The companies that win the next few years won’t be the ones with the fanciest AI tools. Everyone will have the same tools. They’ll be the ones whose developers learned to own the whole problem, and who hired for that on the way in.
If you’d rather not wait two years to build that muscle in-house, book a call with Full Scale and we’ll talk through what your team needs.

Frequently asked questions
What AI skills should developers learn first?
Start with judgment, not tools. The most useful skill is learning to review AI-generated code critically, to tell good output from plausible-looking output. After that, comfort with an AI coding assistant on real work, and the ability to give it clear requirements. The specific tool matters less than knowing what you’re trying to build.
Does self-directed learning work for upskilling developers?
Partly. Self-directed learning is good for picking up a tool or a concept, and most developers do learn this way now. But it doesn’t build judgment on its own, because no one is reviewing your work and telling you where you’re wrong. The fastest upskilling combines self-directed practice with real projects and real code review from someone more experienced.
How do you upskill junior developers without slowing the team down?
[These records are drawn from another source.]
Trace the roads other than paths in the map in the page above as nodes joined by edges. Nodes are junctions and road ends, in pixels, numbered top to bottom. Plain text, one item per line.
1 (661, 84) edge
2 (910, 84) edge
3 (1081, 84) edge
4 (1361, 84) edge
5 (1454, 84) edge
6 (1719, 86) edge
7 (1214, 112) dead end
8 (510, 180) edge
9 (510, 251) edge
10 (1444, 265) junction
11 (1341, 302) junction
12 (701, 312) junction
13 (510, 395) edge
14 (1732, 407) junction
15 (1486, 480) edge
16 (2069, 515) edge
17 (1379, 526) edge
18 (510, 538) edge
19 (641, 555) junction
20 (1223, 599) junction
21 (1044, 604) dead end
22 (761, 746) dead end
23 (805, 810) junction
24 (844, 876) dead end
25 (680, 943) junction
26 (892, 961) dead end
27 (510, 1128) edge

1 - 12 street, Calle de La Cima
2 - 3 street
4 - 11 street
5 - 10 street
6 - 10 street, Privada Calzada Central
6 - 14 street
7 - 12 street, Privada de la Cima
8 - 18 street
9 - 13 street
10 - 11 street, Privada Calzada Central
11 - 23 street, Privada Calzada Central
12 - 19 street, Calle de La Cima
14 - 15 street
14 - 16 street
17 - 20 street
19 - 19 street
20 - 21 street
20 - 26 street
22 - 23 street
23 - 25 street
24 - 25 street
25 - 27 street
Pair them with seniors and use code review as the teaching surface. Let juniors use AI, but review both their code and the AI’s output together so they learn what good looks like. This is where judgment pays off: in Stack Overflow’s 2025 survey, 66% of developers said they now spend more time fixing AI code that’s almost right, and spotting almost-right is exactly the skill juniors lack. It feels slower for a few months and pays off fast, because a junior who builds real judgment early becomes productive far sooner than one who just ships unreviewed AI output.
Can you upskill an existing team, or do you have to hire new people?
You can absolutely upskill an existing team, as long as you hired curious people to begin with. The limit isn’t age or seniority, it’s learning rate. A curious mid-career developer will adapt faster than a junior who’d rather not change. If a chunk of your team genuinely won’t engage with the new way of working, that’s a hiring and management problem, not a training one.